The disease control rate (stable disease or at least 8 weeks of partial or complete response) was 48% in all patients, 71% in 38 patients evaluated per protocol, and 64% in the 11 patients who had received only 1 or 2 prior treatments.
In all patients, the response rate was 20%, median progression-free survival (PFS) was 3.7 months, and median overall survival (OS) was 9.9 months. Median time to response in patients with objective responses (n = 15) was 2.1 months; the duration of response was 3.9 months.

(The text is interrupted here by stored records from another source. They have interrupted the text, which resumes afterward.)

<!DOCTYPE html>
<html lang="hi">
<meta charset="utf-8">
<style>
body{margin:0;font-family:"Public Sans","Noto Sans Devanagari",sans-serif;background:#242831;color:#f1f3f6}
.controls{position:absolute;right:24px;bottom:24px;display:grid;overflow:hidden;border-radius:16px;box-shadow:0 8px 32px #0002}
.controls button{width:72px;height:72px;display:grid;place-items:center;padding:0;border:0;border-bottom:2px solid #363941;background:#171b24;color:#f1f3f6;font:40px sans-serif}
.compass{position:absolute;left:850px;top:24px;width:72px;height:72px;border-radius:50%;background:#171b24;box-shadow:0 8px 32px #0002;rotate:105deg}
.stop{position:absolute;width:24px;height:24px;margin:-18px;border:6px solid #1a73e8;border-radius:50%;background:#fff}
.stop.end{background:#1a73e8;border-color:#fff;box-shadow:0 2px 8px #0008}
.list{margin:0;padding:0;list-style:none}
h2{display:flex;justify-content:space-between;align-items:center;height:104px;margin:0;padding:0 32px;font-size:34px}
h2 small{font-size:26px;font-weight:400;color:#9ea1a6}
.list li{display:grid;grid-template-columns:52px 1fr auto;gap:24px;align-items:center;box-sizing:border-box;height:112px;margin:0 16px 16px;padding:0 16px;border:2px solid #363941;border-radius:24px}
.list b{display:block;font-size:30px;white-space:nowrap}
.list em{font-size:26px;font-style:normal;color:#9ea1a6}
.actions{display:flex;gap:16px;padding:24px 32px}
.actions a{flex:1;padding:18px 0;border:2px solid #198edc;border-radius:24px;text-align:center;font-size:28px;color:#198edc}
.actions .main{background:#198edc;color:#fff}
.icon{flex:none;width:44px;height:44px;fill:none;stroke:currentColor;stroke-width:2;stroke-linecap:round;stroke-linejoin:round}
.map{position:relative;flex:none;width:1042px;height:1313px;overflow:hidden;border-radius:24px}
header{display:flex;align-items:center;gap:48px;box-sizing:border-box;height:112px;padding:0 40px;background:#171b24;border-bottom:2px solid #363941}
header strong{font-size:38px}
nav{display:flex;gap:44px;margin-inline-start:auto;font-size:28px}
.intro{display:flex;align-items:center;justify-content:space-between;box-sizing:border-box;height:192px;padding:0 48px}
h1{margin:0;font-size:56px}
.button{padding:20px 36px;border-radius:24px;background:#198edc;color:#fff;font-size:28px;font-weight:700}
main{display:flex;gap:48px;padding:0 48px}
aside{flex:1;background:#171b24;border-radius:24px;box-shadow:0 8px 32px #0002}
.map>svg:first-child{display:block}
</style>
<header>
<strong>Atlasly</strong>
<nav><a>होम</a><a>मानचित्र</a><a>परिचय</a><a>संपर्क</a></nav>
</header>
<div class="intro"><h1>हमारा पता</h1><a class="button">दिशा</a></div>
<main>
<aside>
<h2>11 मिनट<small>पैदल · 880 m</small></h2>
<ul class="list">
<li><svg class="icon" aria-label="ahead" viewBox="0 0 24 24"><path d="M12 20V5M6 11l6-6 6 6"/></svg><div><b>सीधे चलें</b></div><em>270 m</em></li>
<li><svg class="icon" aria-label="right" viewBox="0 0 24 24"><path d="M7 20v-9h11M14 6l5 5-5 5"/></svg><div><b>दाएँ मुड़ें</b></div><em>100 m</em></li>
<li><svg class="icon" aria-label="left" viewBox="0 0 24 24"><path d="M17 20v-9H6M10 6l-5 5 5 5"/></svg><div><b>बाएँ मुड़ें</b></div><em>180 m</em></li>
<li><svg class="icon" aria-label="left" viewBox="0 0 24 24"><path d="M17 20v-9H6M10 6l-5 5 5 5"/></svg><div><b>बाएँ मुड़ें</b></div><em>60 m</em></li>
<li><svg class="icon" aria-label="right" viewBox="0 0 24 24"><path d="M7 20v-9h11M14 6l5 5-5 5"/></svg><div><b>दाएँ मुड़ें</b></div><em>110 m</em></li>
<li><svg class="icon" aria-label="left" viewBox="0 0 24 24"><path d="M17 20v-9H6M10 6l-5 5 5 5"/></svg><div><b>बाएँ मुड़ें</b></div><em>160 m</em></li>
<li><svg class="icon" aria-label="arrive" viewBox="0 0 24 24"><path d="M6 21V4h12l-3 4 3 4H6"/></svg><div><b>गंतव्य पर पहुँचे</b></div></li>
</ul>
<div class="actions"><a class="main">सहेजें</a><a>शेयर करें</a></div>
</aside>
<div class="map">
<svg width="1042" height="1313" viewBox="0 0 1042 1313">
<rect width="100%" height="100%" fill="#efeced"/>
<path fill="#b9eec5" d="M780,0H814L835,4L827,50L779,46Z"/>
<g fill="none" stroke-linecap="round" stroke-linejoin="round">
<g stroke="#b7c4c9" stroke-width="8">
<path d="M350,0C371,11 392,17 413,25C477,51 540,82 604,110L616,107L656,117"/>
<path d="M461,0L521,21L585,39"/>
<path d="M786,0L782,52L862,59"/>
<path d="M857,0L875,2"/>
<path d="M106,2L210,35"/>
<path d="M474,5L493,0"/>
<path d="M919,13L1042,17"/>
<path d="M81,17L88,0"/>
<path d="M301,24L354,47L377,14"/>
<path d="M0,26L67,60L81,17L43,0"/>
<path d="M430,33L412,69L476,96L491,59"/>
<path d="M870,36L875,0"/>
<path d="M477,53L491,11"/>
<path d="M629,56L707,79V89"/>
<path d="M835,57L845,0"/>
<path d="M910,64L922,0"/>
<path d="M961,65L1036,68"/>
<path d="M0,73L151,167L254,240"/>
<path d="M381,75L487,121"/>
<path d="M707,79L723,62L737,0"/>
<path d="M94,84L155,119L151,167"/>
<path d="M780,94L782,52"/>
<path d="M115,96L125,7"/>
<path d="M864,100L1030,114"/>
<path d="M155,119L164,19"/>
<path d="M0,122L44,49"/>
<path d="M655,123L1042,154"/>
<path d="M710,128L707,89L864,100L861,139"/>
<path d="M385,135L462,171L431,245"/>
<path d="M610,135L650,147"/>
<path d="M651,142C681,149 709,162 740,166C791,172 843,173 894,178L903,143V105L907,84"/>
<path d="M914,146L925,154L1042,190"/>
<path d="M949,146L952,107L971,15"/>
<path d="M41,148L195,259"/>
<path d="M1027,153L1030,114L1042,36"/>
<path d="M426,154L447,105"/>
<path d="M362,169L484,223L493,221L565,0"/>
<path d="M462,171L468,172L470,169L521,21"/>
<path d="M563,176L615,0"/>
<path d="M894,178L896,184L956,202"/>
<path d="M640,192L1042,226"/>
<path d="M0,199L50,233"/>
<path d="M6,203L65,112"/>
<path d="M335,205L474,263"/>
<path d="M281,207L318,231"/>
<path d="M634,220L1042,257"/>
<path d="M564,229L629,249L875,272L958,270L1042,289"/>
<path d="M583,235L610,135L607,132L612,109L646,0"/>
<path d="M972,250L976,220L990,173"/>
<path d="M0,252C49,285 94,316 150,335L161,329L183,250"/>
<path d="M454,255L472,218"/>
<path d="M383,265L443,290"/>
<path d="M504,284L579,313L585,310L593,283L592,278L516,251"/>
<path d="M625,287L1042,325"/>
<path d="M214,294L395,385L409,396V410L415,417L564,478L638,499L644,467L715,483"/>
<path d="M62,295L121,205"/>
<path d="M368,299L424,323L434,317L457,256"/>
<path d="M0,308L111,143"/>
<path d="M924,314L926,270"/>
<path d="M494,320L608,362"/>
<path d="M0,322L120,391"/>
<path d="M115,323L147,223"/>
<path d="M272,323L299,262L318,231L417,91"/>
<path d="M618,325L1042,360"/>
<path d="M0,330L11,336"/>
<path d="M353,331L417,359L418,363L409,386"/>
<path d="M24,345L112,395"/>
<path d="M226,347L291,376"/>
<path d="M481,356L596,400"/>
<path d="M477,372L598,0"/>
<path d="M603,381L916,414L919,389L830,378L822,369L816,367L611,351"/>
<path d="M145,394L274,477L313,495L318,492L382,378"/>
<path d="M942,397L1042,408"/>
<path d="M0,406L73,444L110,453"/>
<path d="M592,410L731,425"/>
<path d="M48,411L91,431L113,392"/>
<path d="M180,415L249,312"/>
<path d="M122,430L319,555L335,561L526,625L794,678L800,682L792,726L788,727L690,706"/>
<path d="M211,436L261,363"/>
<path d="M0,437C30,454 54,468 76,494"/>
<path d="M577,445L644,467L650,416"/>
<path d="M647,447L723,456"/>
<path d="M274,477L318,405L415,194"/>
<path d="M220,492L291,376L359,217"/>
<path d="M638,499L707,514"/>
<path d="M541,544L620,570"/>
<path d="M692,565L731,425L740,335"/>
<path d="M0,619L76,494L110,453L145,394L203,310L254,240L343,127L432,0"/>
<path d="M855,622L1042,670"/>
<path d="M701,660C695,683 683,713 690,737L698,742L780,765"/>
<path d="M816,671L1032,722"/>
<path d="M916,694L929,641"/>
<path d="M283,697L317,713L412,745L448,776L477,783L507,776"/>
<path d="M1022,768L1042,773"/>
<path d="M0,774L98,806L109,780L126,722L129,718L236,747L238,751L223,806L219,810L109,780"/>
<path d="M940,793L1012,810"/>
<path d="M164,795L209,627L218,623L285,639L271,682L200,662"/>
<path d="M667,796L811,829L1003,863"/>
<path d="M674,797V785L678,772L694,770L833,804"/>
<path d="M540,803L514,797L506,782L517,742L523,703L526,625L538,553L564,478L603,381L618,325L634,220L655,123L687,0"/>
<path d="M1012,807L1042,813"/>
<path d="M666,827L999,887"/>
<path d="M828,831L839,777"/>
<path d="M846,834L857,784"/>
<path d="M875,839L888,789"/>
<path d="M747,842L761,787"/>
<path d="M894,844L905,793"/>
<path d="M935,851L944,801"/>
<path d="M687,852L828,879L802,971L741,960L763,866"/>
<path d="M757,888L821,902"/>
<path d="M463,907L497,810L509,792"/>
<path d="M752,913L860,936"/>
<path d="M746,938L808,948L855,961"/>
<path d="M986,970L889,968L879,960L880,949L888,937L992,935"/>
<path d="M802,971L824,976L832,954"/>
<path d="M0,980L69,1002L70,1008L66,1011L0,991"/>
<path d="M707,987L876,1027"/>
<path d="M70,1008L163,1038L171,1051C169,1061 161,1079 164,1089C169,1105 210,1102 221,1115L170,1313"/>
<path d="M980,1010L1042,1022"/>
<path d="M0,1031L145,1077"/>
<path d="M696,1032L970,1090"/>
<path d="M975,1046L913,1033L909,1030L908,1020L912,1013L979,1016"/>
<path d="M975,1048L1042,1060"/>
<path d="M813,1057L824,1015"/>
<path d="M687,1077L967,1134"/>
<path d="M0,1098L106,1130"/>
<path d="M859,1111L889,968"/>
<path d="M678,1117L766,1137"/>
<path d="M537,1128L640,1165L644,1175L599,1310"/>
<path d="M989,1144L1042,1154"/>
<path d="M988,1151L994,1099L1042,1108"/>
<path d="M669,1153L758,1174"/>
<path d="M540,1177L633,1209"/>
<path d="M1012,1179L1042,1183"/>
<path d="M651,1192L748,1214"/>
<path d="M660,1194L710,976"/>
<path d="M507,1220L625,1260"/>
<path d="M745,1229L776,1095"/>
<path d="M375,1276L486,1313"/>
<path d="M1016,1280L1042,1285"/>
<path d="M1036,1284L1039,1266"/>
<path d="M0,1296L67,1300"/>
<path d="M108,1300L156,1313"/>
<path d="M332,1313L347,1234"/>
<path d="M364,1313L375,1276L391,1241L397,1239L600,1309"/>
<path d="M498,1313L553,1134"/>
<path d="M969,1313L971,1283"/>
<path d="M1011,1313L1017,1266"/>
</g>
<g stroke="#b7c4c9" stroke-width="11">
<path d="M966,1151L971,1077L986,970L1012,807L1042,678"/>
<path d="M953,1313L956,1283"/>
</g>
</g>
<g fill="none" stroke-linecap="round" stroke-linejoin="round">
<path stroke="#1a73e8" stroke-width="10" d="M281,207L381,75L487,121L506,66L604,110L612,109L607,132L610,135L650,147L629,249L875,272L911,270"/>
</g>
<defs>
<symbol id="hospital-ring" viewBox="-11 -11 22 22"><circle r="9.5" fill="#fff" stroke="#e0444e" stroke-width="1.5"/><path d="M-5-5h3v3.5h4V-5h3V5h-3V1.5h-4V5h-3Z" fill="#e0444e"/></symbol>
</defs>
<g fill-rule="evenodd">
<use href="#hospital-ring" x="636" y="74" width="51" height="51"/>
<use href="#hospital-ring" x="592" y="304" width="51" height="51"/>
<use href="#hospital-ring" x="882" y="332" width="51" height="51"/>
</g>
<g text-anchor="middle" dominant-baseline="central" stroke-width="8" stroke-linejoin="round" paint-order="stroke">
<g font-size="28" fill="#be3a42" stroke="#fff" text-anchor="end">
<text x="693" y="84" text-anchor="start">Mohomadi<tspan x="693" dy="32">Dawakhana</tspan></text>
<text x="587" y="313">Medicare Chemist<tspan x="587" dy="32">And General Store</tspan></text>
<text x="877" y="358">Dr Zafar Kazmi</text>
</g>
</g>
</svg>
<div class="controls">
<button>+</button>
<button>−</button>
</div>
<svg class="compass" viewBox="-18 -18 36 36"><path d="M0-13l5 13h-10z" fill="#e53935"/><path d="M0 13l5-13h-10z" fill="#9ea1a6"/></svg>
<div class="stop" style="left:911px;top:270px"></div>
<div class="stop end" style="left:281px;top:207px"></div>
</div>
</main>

CA-125 levels were measured at baseline and at least once during the study in 48 patients. In the 15 patients with objective responses, all of them had reduced levels of CA-125; the average maximum reduction (86%) was reached by cycle 4.6. Of the 12 patients with stable disease, 7 had reductions in CA-125 levels; the average maximum reduction (56%) was reached by cycle 3.3. Of the 21 patients with progressive disease, 6 had CA-125 reduction; the average maximum reduction (38%) was reached by cycle 2.2.
The study authors concluded that napabucasin can be safely combined with weekly paclitaxel at a dose of 80 mg/m2in heavily pretreated patients with platinum-resistant ovarian cancer. Complete and partial response, durable disease control, prolonged PFS and OS, and significant decreases in CA-125 tumor marker levels were observed in this population, warranting further clinical study.
Lead author of the study, Agustin A. Garcia, MD, Los Angeles County Hospital/University of Southern California, Los Angeles, CA, said, “Napabucasin, or BBI, has a fairly unique mechanism of action as a stem cell inhibitor. The target is the stem pathway in ovarian cancer. It has some activity in preclinical models as a single agent, but particularly enhanced activity when you combine it with chemotherapy such as paclitaxel.”
He noted that in this trial, the 20% response rate was encouraging in these very heavily pretreated patients, with a “pretty prolonged and impressive clinical benefit. The vast majority of patients had some clinical benefit. I think it is a drug worth further exploring in ovarian cancer.” He was not sure in what line of therapy and in combination with what other agents napabucasin might ultimately be used.
Concerning the future development of napabucasin, Matthew Hitron, MD, Boston Biomedical, Inc., Cambridge, MA, a coauthor of the study, commented, “BBI608, or napabucasin, is at the point where we are considering several pivotal trial indications, including ovarian cancer. The design of the study is under discussion with several investigators and will likely involve BBI608 combined with weekly paclitaxel and in the platinum resistant setting, but the specific endpoints and the setting are still to be determined.”
Garcia AA, Hays JL, Cote MC, et al. A phase Ib/II study of cancer stemness inhibitor napabucasin (BB608) combined with weekly paclitaxel in platinum-resistant ovarian cancer.J Clin Oncol34, 2016 (suppl; abstr 5578).